La respuesta obvia es que “al pi halajá” es un mantra que ha sido probado en las encuestas y aprobado por una empresa de relaciones públicas como medio para persuadir a las multitudes que no quieren profundizar en los detalles. Es una artimaña inteligente. Hay muchas prácticas que podrían justificarse como “al pi halajá” que harían irreconocible el judaísmo. La práctica común y la Mesorah las rechazan.

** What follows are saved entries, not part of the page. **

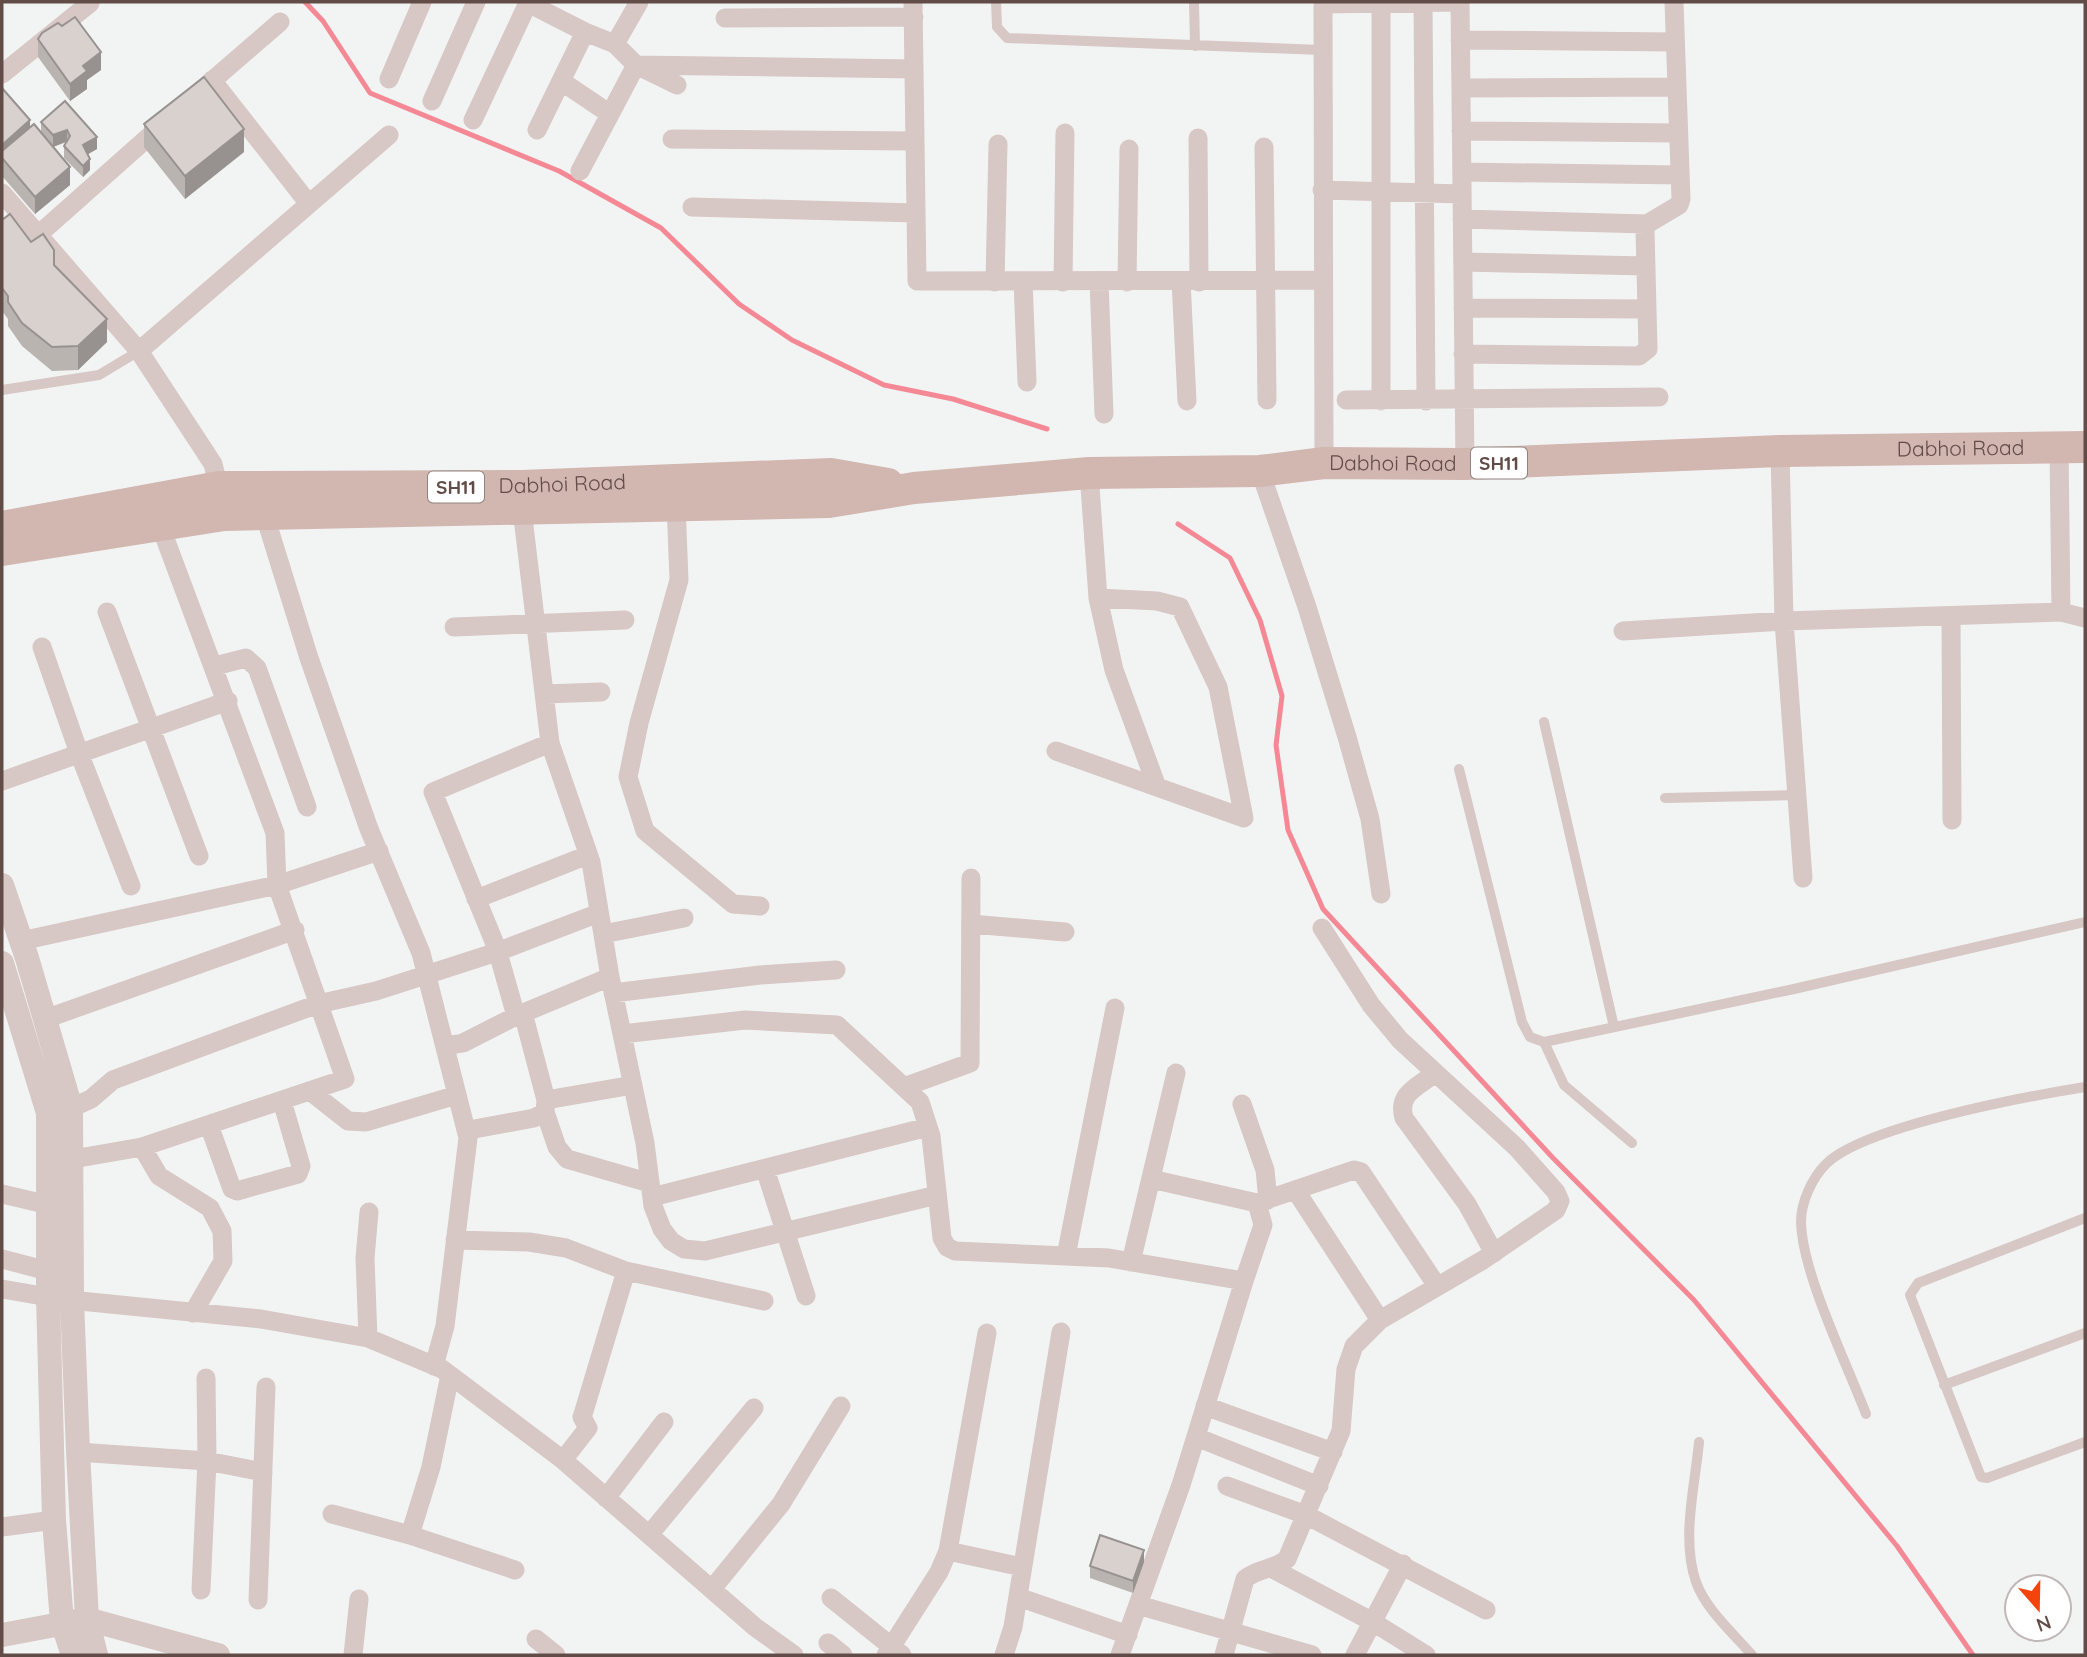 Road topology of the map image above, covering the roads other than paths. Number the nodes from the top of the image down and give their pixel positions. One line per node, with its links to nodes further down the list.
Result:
1 (422, 2): 25 (street)
2 (476, 2): 31 (street)
3 (527, 2): 16 (street); 33 (street)
4 (639, 2): 19 (street)
5 (996, 2): 20 (lane)
6 (1194, 2): 20 (lane)
7 (1381, 2): 8 (street); 12 (street); 49 (street)
8 (1423, 2): 9 (street); 51 (street)
9 (1460, 2): 17 (street)
10 (1674, 2): 18 (street)
11 (90, 3): 24 (street)
12 (1323, 3): 21 (street)
13 (913, 9): 14 (street); 23 (street)
14 (725, 19)
15 (280, 22): 26 (street)
16 (585, 32): 19 (street); 27 (street)
17 (1460, 40): 18 (street); 30 (street)
18 (1674, 42): 29 (street)
19 (615, 44): 22 (street)
20 (1195, 46): 21 (lane)
21 (1321, 50): 48 (street)
22 (636, 65): 23 (street); 28 (street); 32 (street)
23 (914, 69): 41 (street)
24 (2, 74)
25 (389, 79)
26 (212, 80): 53 (street); 58 (street)
27 (561, 81): 32 (street); 34 (street)
28 (677, 85)
29 (1676, 86): 30 (street); 37 (street)
30 (1461, 88): 35 (street)
31 (432, 101)
32 (610, 114): 45 (street)
33 (473, 120)
34 (537, 130)
35 (1461, 131): 37 (street); 46 (street)
36 (1065, 133): 65 (street)
37 (1678, 133): 47 (street)
38 (389, 135): 53 (street)
39 (1198, 138): 67 (street)
40 (672, 139): 41 (street)
41 (915, 141): 55 (street)
42 (998, 144): 64 (street)
43 (1264, 147): 68 (street)
44 (1129, 149): 66 (street)
45 (580, 171)
46 (1462, 172): 47 (street); 52 (street)
47 (1680, 175): 57 (street)
48 (1322, 190): 49 (street); 61 (street)
49 (1380, 191): 51 (street); 79 (street)
50 (2, 193): 58 (street)
51 (1425, 193): 52 (street); 80 (street)
52 (1462, 194): 56 (street)
53 (309, 204): 71 (street)
54 (692, 206): 55 (street)
55 (916, 213): 64 (street)
56 (1462, 219): 57 (street); 59 (street)
57 (1647, 224): 60 (street)
58 (38, 235): 71 (street)
59 (1462, 261): 60 (street); 69 (street)
60 (1646, 266): 70 (street)
61 (1323, 280): 68 (street); 85 (street)
62 (1023, 281): 64 (street); 65 (street); 73 (street)
63 (1099, 281): 65 (street); 66 (street); 82 (street)
64 (995, 282)
65 (1063, 282)
66 (1128, 282): 67 (street)
67 (1190, 282): 68 (street); 78 (street)
68 (1265, 282): 76 (street)
69 (1463, 307): 70 (street); 72 (street)
70 (1647, 309): 72 (street)
71 (139, 351): 74 (lane); 91 (street)
72 (1463, 354): 81 (street)
73 (1027, 382)
74 (2, 390)
75 (1659, 397): 81 (street)
76 (1266, 400)
77 (1346, 400): 79 (street)
78 (1187, 401)
79 (1381, 401): 80 (street)
80 (1426, 401): 81 (street)
81 (1464, 401): 86 (street)
82 (1104, 414)
83 (2072, 447): 84 (main road, Dabhoi Road / SH11); 99 (street)
84 (1780, 451): 86 (main road, Dabhoi Road / SH11); 103 (street)
85 (1324, 463): 86 (main road, Dabhoi Road / SH11); 87 (main road, Dabhoi Road / SH11)
86 (1465, 464)
87 (1260, 471): 88 (main road, Dabhoi Road / SH11); 132 (street)
88 (1089, 473): 89 (main road, Dabhoi Road / SH11); 97 (street)
89 (914, 488): 90 (main road, Dabhoi Road / SH11); 92 (main road, Dabhoi Road / SH11)
90 (522, 497): 91 (main road, Dabhoi Road / SH11); 92 (main road, Dabhoi Road / SH11); 93 (main road, Dabhoi Road / SH11); 104 (street)
91 (221, 501): 93 (main road, Dabhoi Road / SH11); 94 (main road, Dabhoi Road / SH11); 95 (main road, Dabhoi Road / SH11)
92 (676, 503): 134 (street)
93 (264, 513): 124 (street)
94 (160, 525): 96 (main road, Dabhoi Road / SH11); 108 (street)
95 (2, 527)
96 (2, 550)
97 (1098, 598): 119 (street); 119 (street)
98 (107, 612): 113 (street)
99 (2061, 612): 100 (street); 101 (street)
100 (1951, 616): 103 (street); 123 (street)
101 (2085, 618)
102 (625, 620): 104 (street)
103 (1784, 621): 106 (street); 120 (street)
104 (537, 624): 105 (street); 110 (street)
105 (454, 628)
106 (1623, 631)
107 (42, 648): 116 (street)
108 (215, 666): 111 (street); 122 (street)
109 (601, 692): 110 (street)
110 (545, 694): 114 (street)
111 (228, 701): 113 (street); 130 (street)
112 (1544, 722): 153 (lane)
113 (149, 729): 116 (street); 126 (street)
114 (550, 743): 125 (street); 133 (street)
115 (1056, 751): 119 (street)
116 (79, 754): 118 (street); 131 (street)
117 (1459, 769): 155 (lane)
118 (2, 781)
119 (1157, 787)
120 (1797, 795): 121 (lane); 128 (street)
121 (1665, 798)
122 (307, 807)
123 (1952, 820)
124 (379, 851): 130 (street); 147 (street)
125 (588, 855): 133 (street); 135 (street)
126 (199, 856)
127 (971, 878): 138 (street)
128 (1803, 878)
129 (2, 885): 143 (street)
130 (277, 885): 140 (street); 143 (street)
131 (131, 886)
132 (1381, 894)
133 (476, 899): 144 (street)
134 (760, 906)
135 (600, 913): 142 (street); 144 (street)
136 (684, 918): 142 (street)
137 (2085, 922): 153 (lane)
138 (971, 924): 141 (street); 160 (street)
139 (1322, 928): 158 (street)
140 (295, 930): 149 (street); 152 (street)
141 (1065, 932)
142 (603, 934): 148 (street)
143 (21, 941): 152 (street)
144 (497, 953): 147 (street); 151 (street)
145 (2, 965): 181 (street)
146 (836, 971): 148 (street)
147 (426, 975): 149 (street); 156 (street)
148 (612, 985): 151 (street); 154 (street)
149 (318, 1004): 162 (street); 167 (street)
150 (1115, 1008): 187 (street)
151 (519, 1014): 156 (street); 166 (street)
152 (45, 1018): 167 (street)
153 (1614, 1027): 155 (lane)
154 (622, 1034): 159 (street); 160 (street)
155 (1544, 1042): 171 (lane)
156 (444, 1046): 163 (street)
157 (1175, 1073): 175 (street)
158 (1434, 1074): 186 (street); 186 (street)
159 (633, 1085): 166 (street); 176 (street)
160 (904, 1087): 169 (street)
161 (2085, 1087): 211 (lane)
162 (310, 1091): 163 (street); 164 (street)
163 (457, 1095): 170 (street)
164 (282, 1101): 168 (street); 168 (street)
165 (1242, 1104): 180 (street)
166 (545, 1106): 170 (street); 176 (street)
167 (71, 1108): 173 (street)
168 (209, 1125): 172 (street)
169 (928, 1127): 174 (street); 179 (street)
170 (467, 1134): 185 (street)
171 (1632, 1143)
172 (142, 1147): 173 (street); 198 (street)
173 (73, 1159): 196 (street)
174 (765, 1169): 176 (street); 184 (street)
175 (1151, 1179): 180 (street); 189 (street)
176 (651, 1190): 184 (street)
177 (1296, 1191): 180 (street); 193 (street); 199 (street)
178 (2, 1194): 181 (street)
179 (937, 1195): 184 (street); 187 (street)
180 (1263, 1202): 192 (street)
181 (49, 1205): 190 (street)
182 (369, 1212): 203 (street)
183 (2085, 1218): 206 (lane)
184 (783, 1231): 195 (street)
185 (455, 1240): 191 (street); 204 (street)
186 (1494, 1252): 193 (street)
187 (1066, 1256): 189 (street)
188 (2, 1259): 190 (street)
189 (1131, 1262): 192 (street)
190 (48, 1271): 196 (street)
191 (626, 1271): 197 (street); 218 (street)
192 (1244, 1281): 209 (street)
193 (1437, 1286): 199 (street)
194 (2, 1289): 196 (street)
195 (806, 1296)
196 (60, 1299): 198 (street); 216 (street); 226 (street)
197 (764, 1301)
198 (193, 1313): 203 (street)
199 (1380, 1320): 217 (street)
200 (1061, 1332): 232 (street)
201 (987, 1333): 230 (street)
202 (2085, 1333): 206 (lane)
203 (368, 1338): 204 (street)
204 (442, 1370): 218 (street); 228 (street)
205 (206, 1378): 219 (street)
206 (1944, 1385): 215 (lane)
207 (266, 1387): 220 (street)
208 (841, 1406): 235 (street)
209 (1205, 1406): 213 (street); 217 (street)
210 (754, 1408): 229 (street)
211 (1866, 1414)
212 (664, 1423): 223 (street)
213 (1196, 1437): 222 (street); 241 (street)
214 (1699, 1442): 261 (lane)
215 (2085, 1442)
216 (78, 1452): 219 (street); 247 (street)
217 (1333, 1452): 222 (street)
218 (563, 1460): 223 (street)
219 (206, 1461): 220 (street); 236 (street)
220 (263, 1472): 240 (street)
221 (1227, 1486): 225 (street)
222 (1319, 1486): 225 (street)
223 (606, 1498): 229 (street)
224 (332, 1514): 228 (street)
225 (1306, 1516): 231 (street); 233 (street)
226 (54, 1520): 227 (street); 247 (street)
227 (2, 1527)
228 (410, 1535): 234 (street)
229 (649, 1535): 235 (street)
230 (947, 1551): 232 (street); 250 (street)
231 (1403, 1564): 242 (street); 243 (street)
232 (1022, 1567): 237 (street)
233 (1272, 1568): 243 (street); 244 (street)
234 (514, 1570)
235 (712, 1589): 254 (street)
236 (201, 1590)
237 (1018, 1597): 245 (street); 255 (street)
238 (831, 1598): 250 (street)
239 (359, 1599): 252 (street)
240 (258, 1600)
241 (1138, 1605): 244 (street); 245 (street)
242 (1486, 1610)
243 (1373, 1622): 259 (street); 260 (street)
244 (1231, 1632): 257 (street); 258 (street)
245 (1128, 1634): 256 (street)
246 (2, 1635): 247 (street)
247 (79, 1637): 249 (street); 251 (street)
248 (536, 1639): 253 (street)
249 (2, 1651)
250 (893, 1653)
251 (218, 1655)
252 (354, 1655)
253 (556, 1655)
254 (794, 1655)
255 (1004, 1655)
256 (1121, 1655)
257 (1224, 1655)
258 (1311, 1655)
259 (1355, 1655)
260 (1426, 1655)
261 (1752, 1655)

Hay innumerables opiniones en el Talmud, en los rishonim (primeras autoridades) y en los ajaronim (autoridades posteriores) que forman parte del sistema halájico (“al pi halajá”) pero que nunca se practican porque no fueron aceptadas como autorizadas.
Dudo en dar ejemplos para no alentar un comportamiento espiritualmente imprudente, pero basta con decir que alguien que bebe una taza de leche después de comer un filete que le sirve su concubina mientras está con la cabeza descubierta podría argumentar que lo que hace es “al pi halajá”. Pero, si pudiéramos, reprenderíamos con razón a ese individuo como un mal judío y lo desterraríamos de la vida judía.
No afirmamos que las desviaciones de la práctica judía tradicional sean “al pi halajá” y nos abstenemos de dar detalles. Lamentablemente, en este caso, “al pi halajá” se utiliza como eslogan publicitario, pero no tiene ninguna sustancia cuando se analizan los detalles (por escasos que sean). Agitar la varita mágica de la conversión sobre miles de personas que son israelíes pero que no están interesadas en llevar una vida judía es una burla al judaísmo y a la Torá que tanto apreciamos.
Las reformas propuestas incluyen invariablemente una dilución de las normas de conversión que se han practicado durante generaciones. Sin duda, también ha habido opiniones indulgentes, pero esas opiniones indulgentes estaban destinadas a tratar situaciones extraordinarias (normalmente en el exilio) y nunca se pretendió que se generalizaran, y menos en el Estado judío de Israel.
Convertir a personas que no tienen intención de observar el Shabat, la kashrut o las leyes de pureza familiar -porque sus vecinos, amigos y parientes que nacieron judíos no lo hacen- se queda muy lejos del estándar histórico de la conversión. Después de todo, la conversión no es el proceso mediante el cual se infla el número de judíos en el mundo. La conversión tiene por objeto aumentar el número de “avdei Hashem” -servidores divinos- entre nosotros. No hay ni la más mínima insinuación de que las nuevas normas de conversión vayan a producir más avdei Hashem. Por el contrario, se pretende resolver un problema social: ¿qué hacer con los cientos de miles de inmigrantes de la antigua Unión Soviética que no son judíos según la Halajá?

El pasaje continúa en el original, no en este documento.